Bit of a rant coming. Apologies in advance.
I love the writing process, I love to read what others have written, I love to help people love their own writing, and I love a good peer review that helps me. One of the many benefits of the Rhetoric & Writing major is that we learn how to give a decent peer review. I keep reading articles that say Aristotle was the originator of collaborative learning, so it's ingrained into the rhetorical tradition.
We have a one-page written response due to each reading in the Problem Solving class (the one for which Skinny Jeans is the TA). The assignment sheet for for the responses was vague at best; to my way of thinking, this is a recipe for disaster. Trust me, I am looking forward to writing the course evaluation for this class (insert maniacal laughter here).
On Thursday, with the idea that she was going to help us figure out what a good response paper looks like, Skinny Jeans passed out some bad examples from previous classes. After we read each one, she asked, "So what's bad about this?"
I wanted to throw paper wads at her.
First of all, that is NOT how you get a helpful peer review, as all my writing buddies know. It's not a good idea to start off on a hunt for the bad and the ugly.
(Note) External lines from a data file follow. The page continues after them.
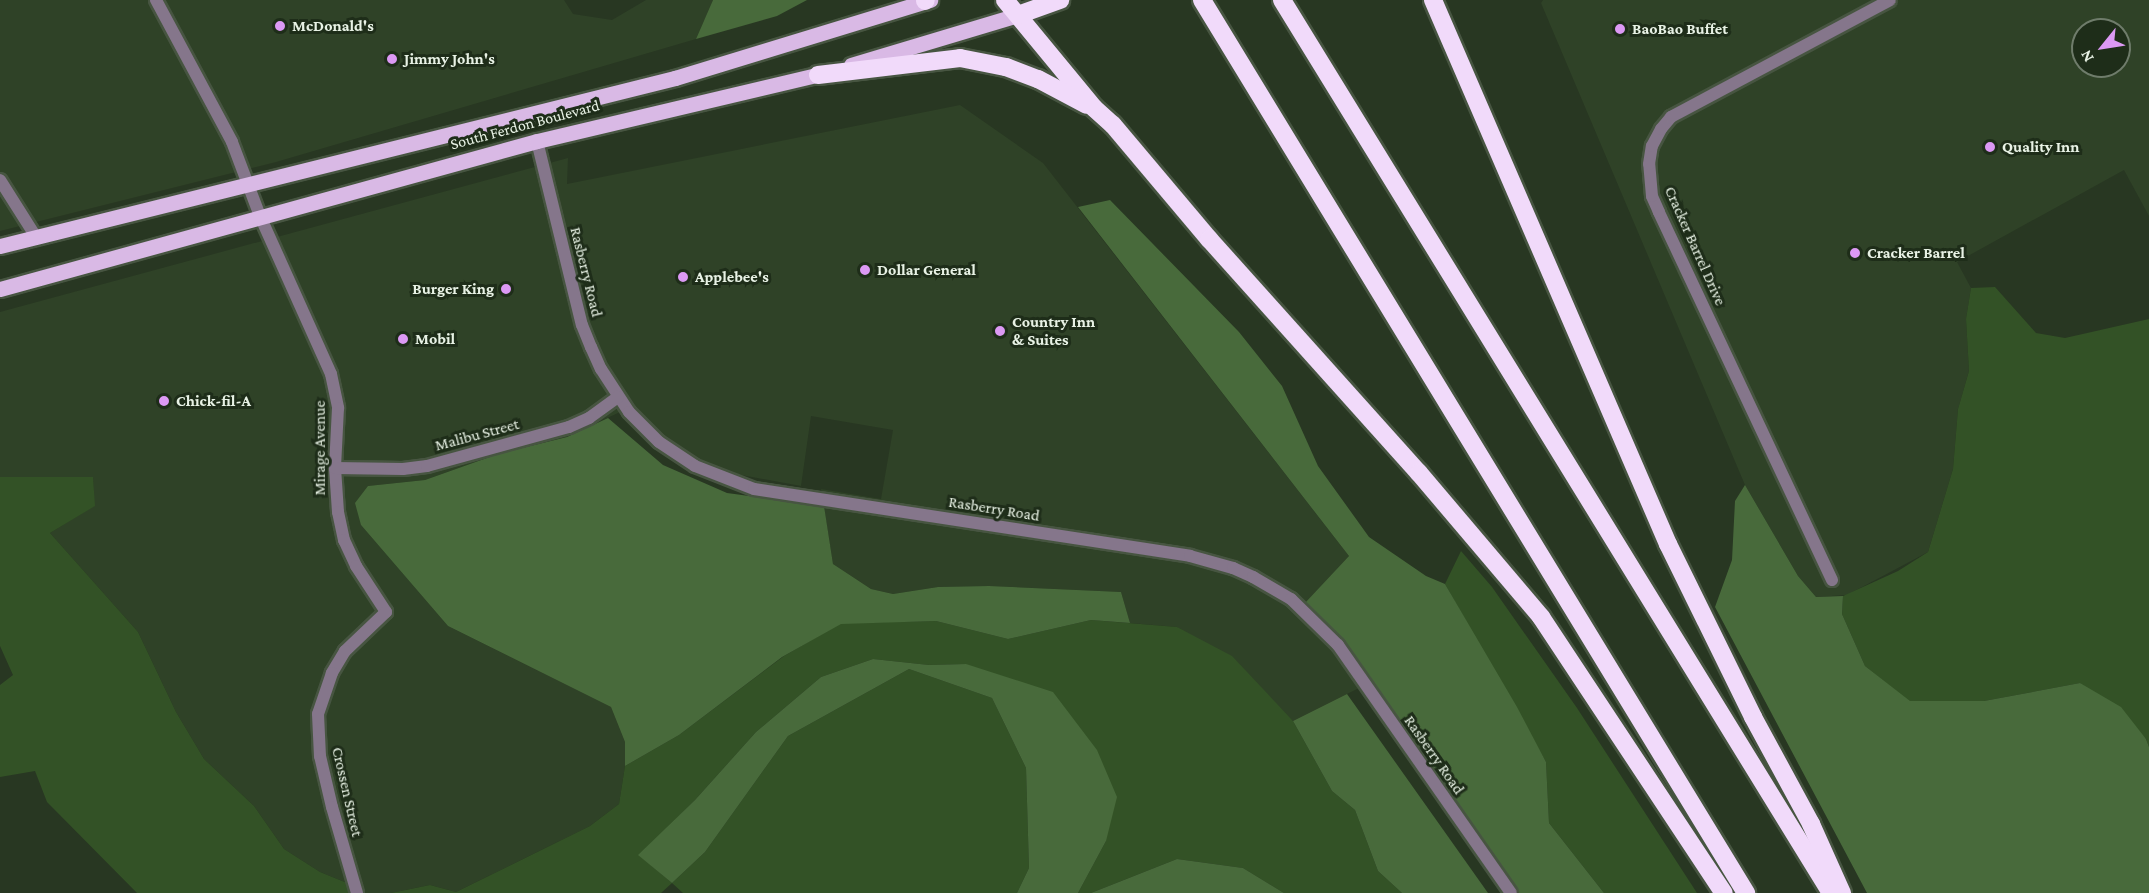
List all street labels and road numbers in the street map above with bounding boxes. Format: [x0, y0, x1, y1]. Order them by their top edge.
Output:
street label: South Ferdon Boulevard [448, 96, 602, 154]
street label: Cracker Barrel Drive [1660, 184, 1730, 308]
street label: Rasberry Road [566, 225, 606, 319]
street label: Mirage Avenue [310, 400, 330, 496]
street label: Malibu Street [433, 415, 521, 455]
street label: Rasberry Road [947, 492, 1041, 526]
street label: Rasberry Road [1400, 712, 1468, 798]
street label: Crossen Street [327, 745, 367, 839]

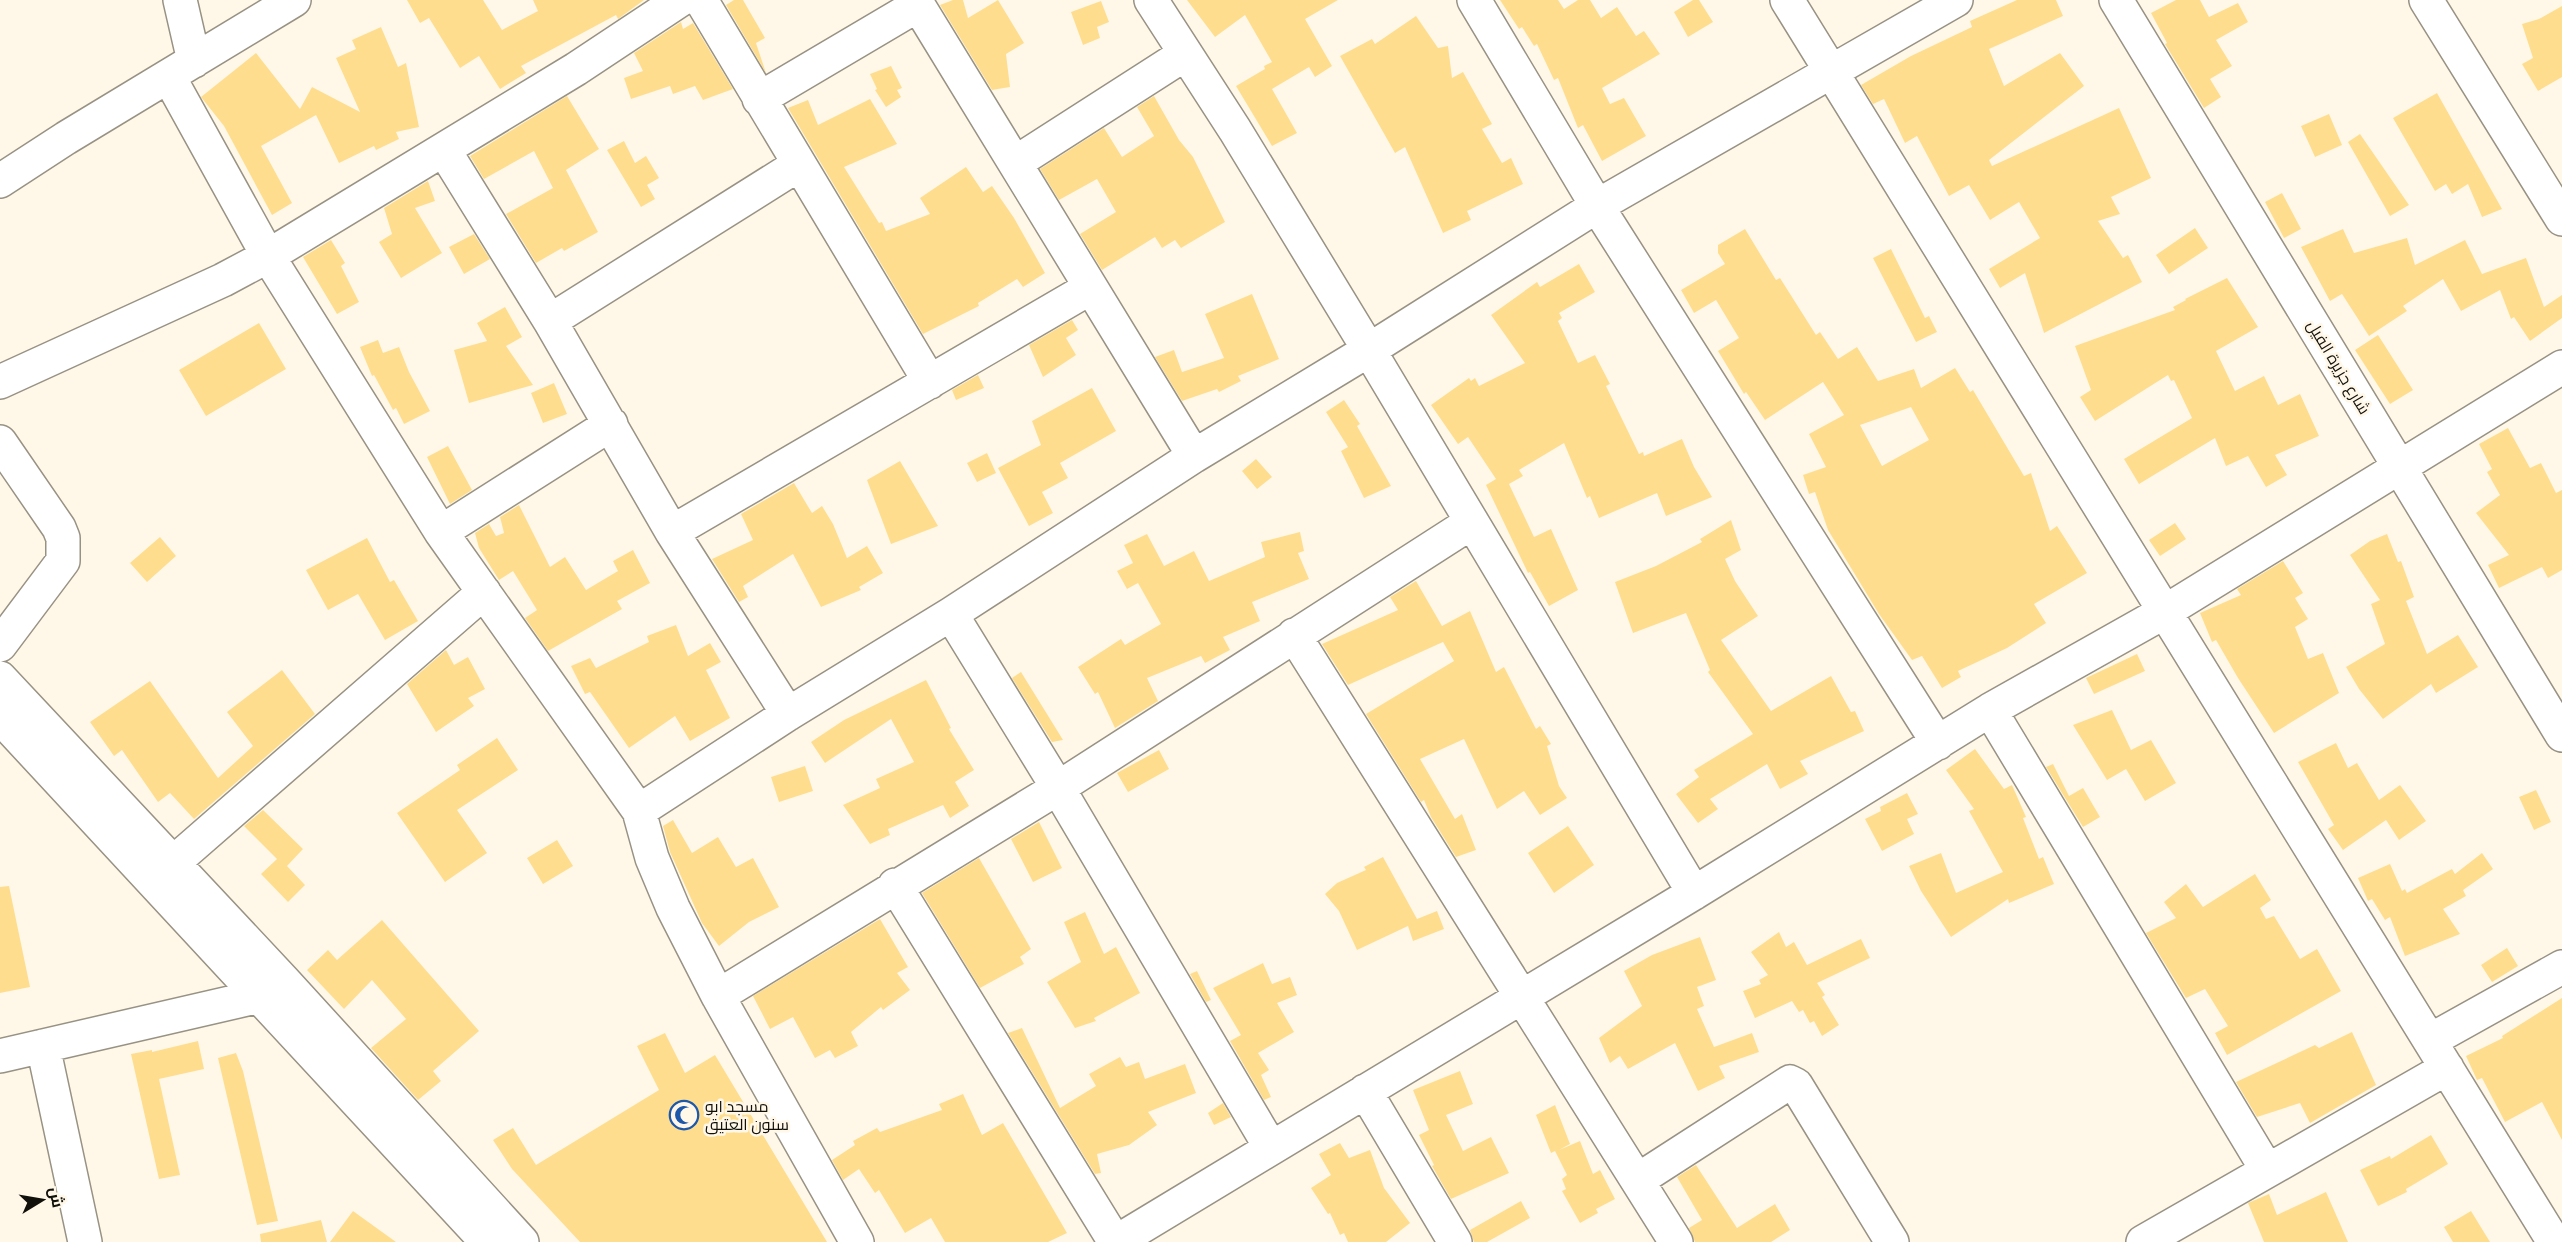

And while these were not peer reviews in the usual sense (thank goodness!), peer reviewing is a skill that these freshmen need to learn, and for her to start with "What's bad?" doesn't encourage them to be thinking about someone else's writing-- or their own-- in a constructive way.
Even more depressing is the enthusiasm with which some of my classmates jumped into the fray. Such scathing reviews, such casual dismissal of these students' writing ability, such outright nastiness and snobbery. I didn't think that my classmates were perfect people, of course, but I saw a side of them last week that I didn't want to see. I left depressed, angry, and deflated.
And now I'm trying to work on my project for that class and all I can think of is the tone of superiority and looks of scorn on these young faces. I wish I had not been too shocked to ask, "Aren't you all being a bit harsh? Try looking for some good in this paper instead of just the bad." But I didn't say it. I just sat there in face-palm mode, waiting for SJ to stop the madness. She didn't.
I keep encouraging my classmates to use the university Writing Center, to the point that they might think I'm getting some sort of kickback. (Nope, I'm just a firm believer in the program.) I know for sure that's a place of encouragement, of finding the good in a paper, and a place where students get help, not scorn, for the rough spots. When my turn comes to be a TA, I don't want to encourage ugliness in my classroom. I hope I can foster an environment of encouragement and support, and let it be known that criticism for its own sake (i.e., "This is pointless!") is not tolerated. I don't know yet how I'll do it, but I know a better starting point is to ask, "What's good about this?"
What do you think? Am I crazy? Rose-tinted? Or on the right track?